Храм в своих основных элементах и в объеме сохранился. Сохранилась потолочная роспись и роспись парусов, которая только некоторое время была скрыта побелкой. Сохранился частично паркет, но его гравировка была утрачена. Восстановить ее удалось благодаря тому, что один из восьмигранников паркетной укладки рабочие переделали в столик, покрыв крышку лаком. На этом столике сотрудники пили чай, пока не выяснилось, что это подлинный элемент паркета.
Реставраторы стремятся восстановить всё, как было: вернуть кафедру, фонарик (дверь) Екатерины, балюстраду, надпрестольную сень и всё убранство алтаря. Единственное, что не стали воссоздавать, — это амвон: службы будут совершаться редко, а вот людям хочется подойти поближе.
Прежний облик восстанавливают по сохранившимся документам, по фотофиксациям, хотя они и черно-белые. И самое главное, в фондах Эрмитажа сохранилось 29 подлинных элементов старого иконостаса. Всё это вместе свел Николай Иванов, автор проекта реставрации.
Мы поставили всё на свои старые места, даже нашли гнезда в стенах, на которых держался иконостас. Элементы старого иконостаса — резьба, позолота — видны, они темнее, чем новые. После расчистки было определено, например, что золото на двух статуях — Богоматери и Иоанна Богослова — в хорошей сохранности. И мы решили оставить историческую позолоту. Что касается воссоздаваемых статуй, мы остановились на технике их изготовления из папье-маше. Папье-маше облегчает вес, и это самое главное для иконостаса, довольно громоздкой, большой конструкции. К тому же резьба по дереву трудоемкая и у нее другой характер позолоты.
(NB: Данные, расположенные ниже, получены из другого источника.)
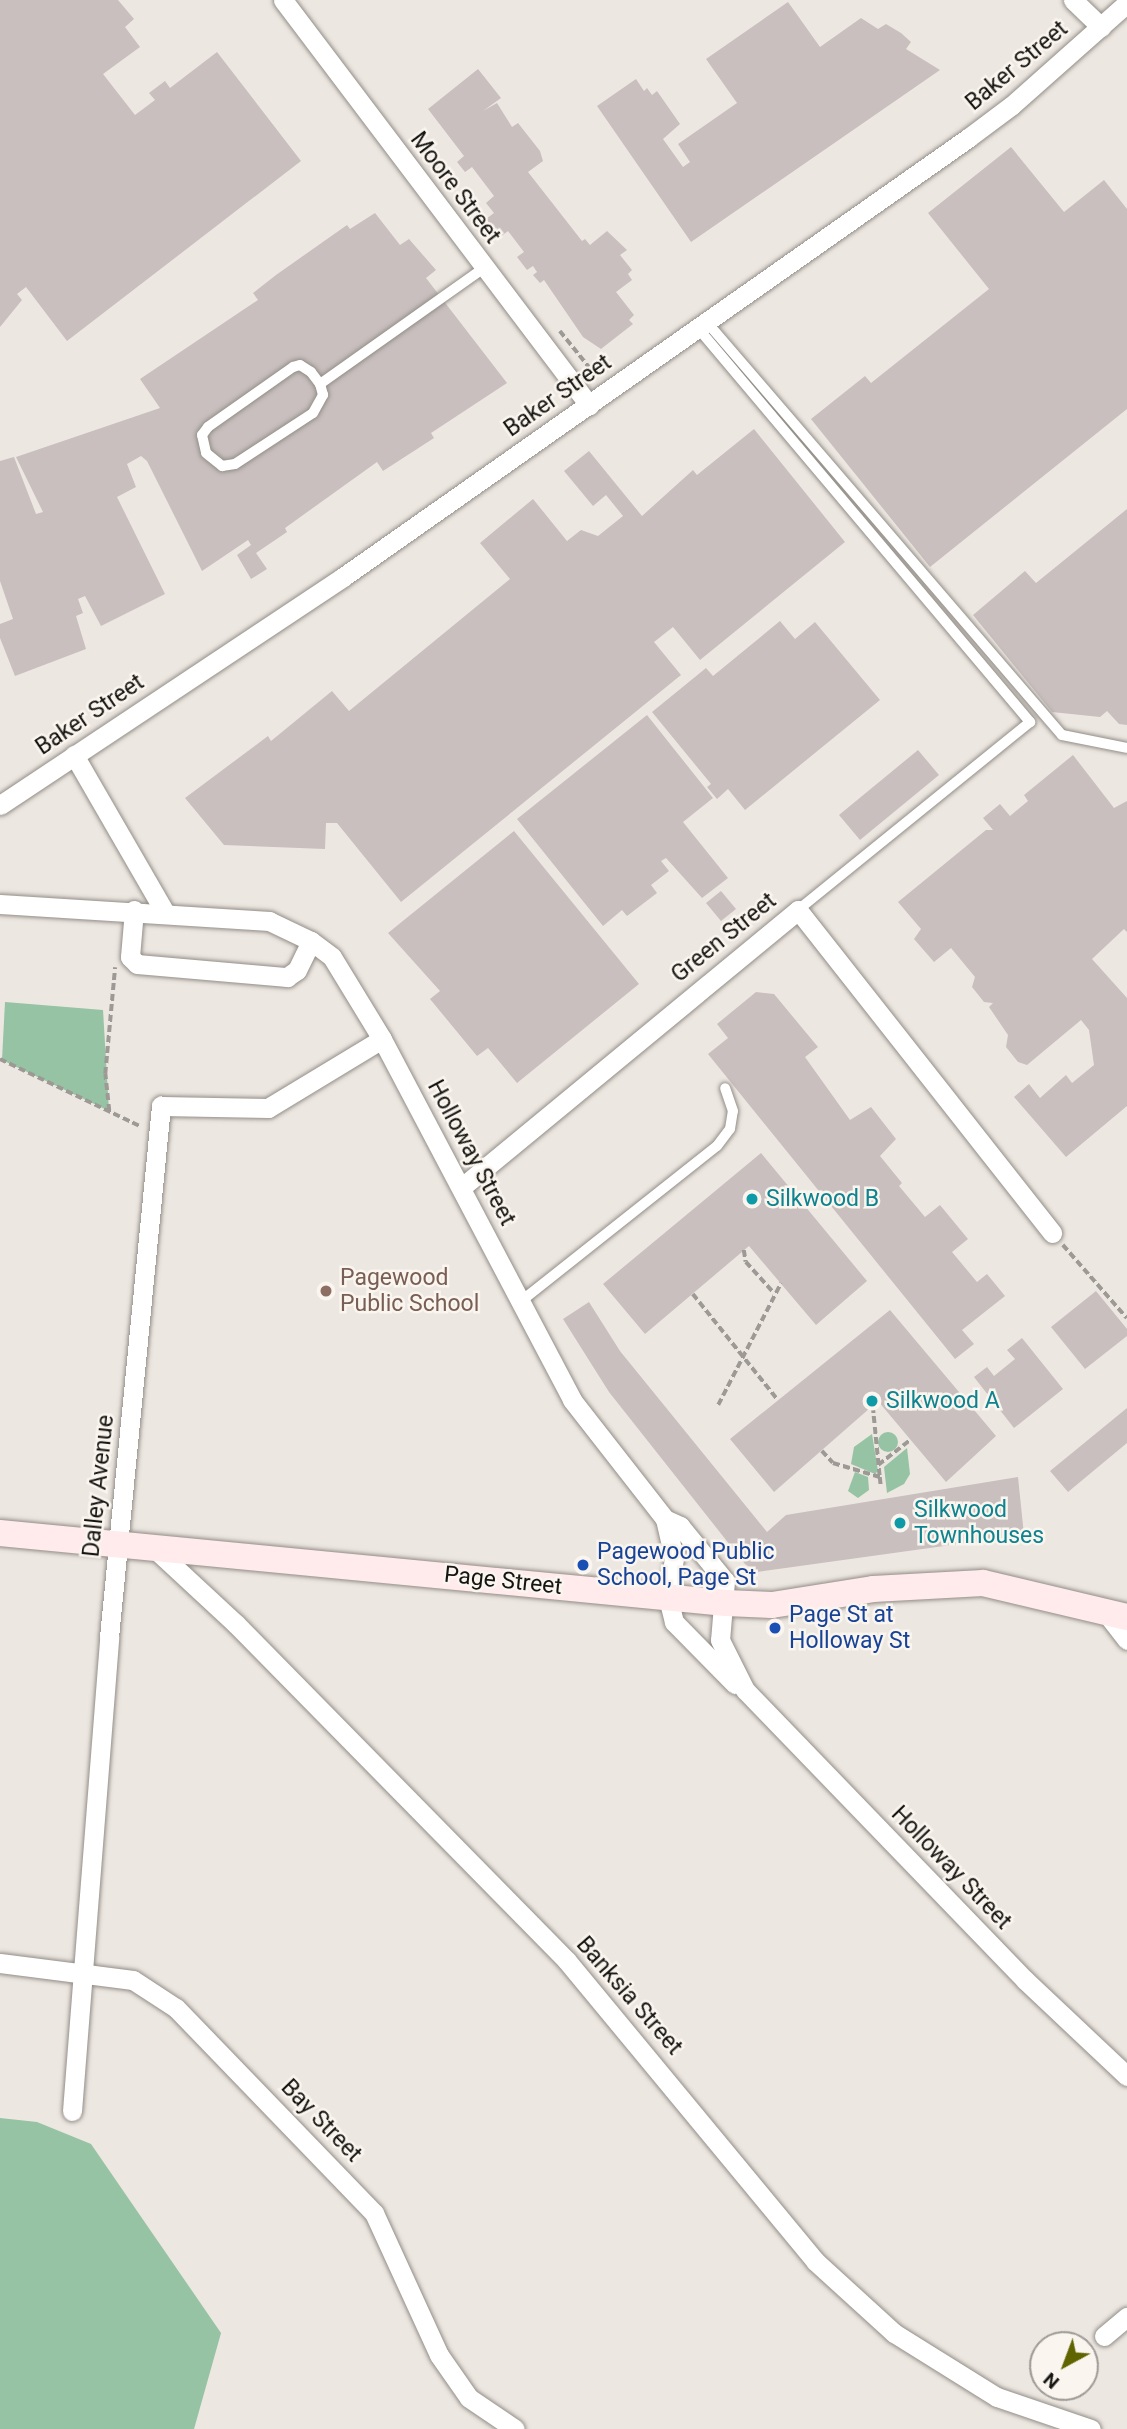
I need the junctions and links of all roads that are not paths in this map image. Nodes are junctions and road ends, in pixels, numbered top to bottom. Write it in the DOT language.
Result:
graph roads {
  1 [pos="283,0"];
  2 [pos="1073,0"];
  3 [pos="1127,3"];
  4 [pos="1101,27"];
  5 [pos="484,268"];
  6 [pos="700,323"];
  7 [pos="320,384"];
  8 [pos="589,405"];
  9 [pos="1127,748"];
  10 [pos="74,755"];
  11 [pos="0,805"];
  12 [pos="0,904"];
  13 [pos="134,910"];
  14 [pos="798,910"];
  15 [pos="164,911"];
  16 [pos="312,941"];
  17 [pos="382,1039"];
  18 [pos="725,1088"];
  19 [pos="462,1187"];
  20 [pos="1052,1233"];
  21 [pos="520,1302"];
  22 [pos="664,1519"];
  23 [pos="0,1533"];
  24 [pos="119,1544"];
  25 [pos="155,1549"];
  26 [pos="668,1598"];
  27 [pos="726,1603"];
  28 [pos="1116,1615"];
  29 [pos="1127,1640"];
  30 [pos="745,1690"];
  31 [pos="0,1963"];
  32 [pos="84,1971"];
  33 [pos="1127,2076"];
  34 [pos="72,2111"];
  35 [pos="1127,2317"];
  36 [pos="1104,2336"];
  37 [pos="515,2429"];
  38 [pos="1091,2429"];
  1 -- 5 [label="street, Moore Street"];
  2 -- 4 [label="street"];
  3 -- 4 [label="street, Baker Street"];
  4 -- 6 [label="street, Baker Street"];
  5 -- 7 [label="lane"];
  5 -- 8 [label="street, Moore Street"];
  6 -- 8 [label="street, Baker Street"];
  6 -- 9 [label="lane"];
  6 -- 14 [label="lane"];
  7 -- 7 [label="lane"];
  8 -- 10 [label="street, Baker Street"];
  10 -- 11 [label="street, Baker Street"];
  10 -- 15 [label="street"];
  12 -- 13 [label="street, Holloway Street"];
  13 -- 15 [label="street, Holloway Street"];
  13 -- 16 [label="street"];
  14 -- 19 [label="street, Green Street"];
  14 -- 20 [label="street, Green Street"];
  15 -- 16 [label="street, Holloway Street"];
  16 -- 17 [label="street, Holloway Street"];
  17 -- 19 [label="street, Holloway Street"];
  17 -- 24 [label="street, Dalley Avenue"];
  18 -- 21 [label="lane"];
  19 -- 21 [label="street, Holloway Street"];
  21 -- 22 [label="street, Holloway Street"];
  22 -- 26 [label="street, Holloway Street"];
  22 -- 27 [label="street, Holloway Street"];
  23 -- 24 [label="main road, Page Street"];
  24 -- 25 [label="main road, Page Street"];
  24 -- 32 [label="street, Dalley Avenue"];
  25 -- 26 [label="main road, Page Street"];
  25 -- 38 [label="street, Banksia Street"];
  26 -- 27 [label="main road, Page Street"];
  26 -- 30 [label="street, Holloway Street"];
  27 -- 28 [label="main road, Page Street"];
  27 -- 30 [label="street, Holloway Street"];
  28 -- 29 [label="street"];
  30 -- 33 [label="street, Holloway Street"];
  31 -- 32 [label="street, Bay Street"];
  32 -- 34 [label="street, Dalley Avenue"];
  32 -- 37 [label="street, Bay Street"];
  35 -- 36 [label="street"];
}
В иконостасе 18 икон, шесть из них — на Царских вратах. В Русском отделе сохранились 13 образов, которые после реставрации будут установлены на место. Пять потеряно, и поиски пока не увенчались успехом. К сожалению, утрачены, в том числе, и большие иконы, пока их место просто будет закрыто холстом. Одну икону я выполнил на ткани: увеличил фотографию, а затем художник прописал «ударные» элементы изображения. Но в целом, поскольку мы стараемся показать всё подлинное, именно в случае икон немного тормозим: не знаем, как поступить. Не очень ясно, что лучше: цельный архитектурный образ иконостаса с вкраплениями копий или акцент на подлинности изображений, как в Военной галерее героев 1812 года, где на месте утраченных портретов стоит просто зеленая ткань.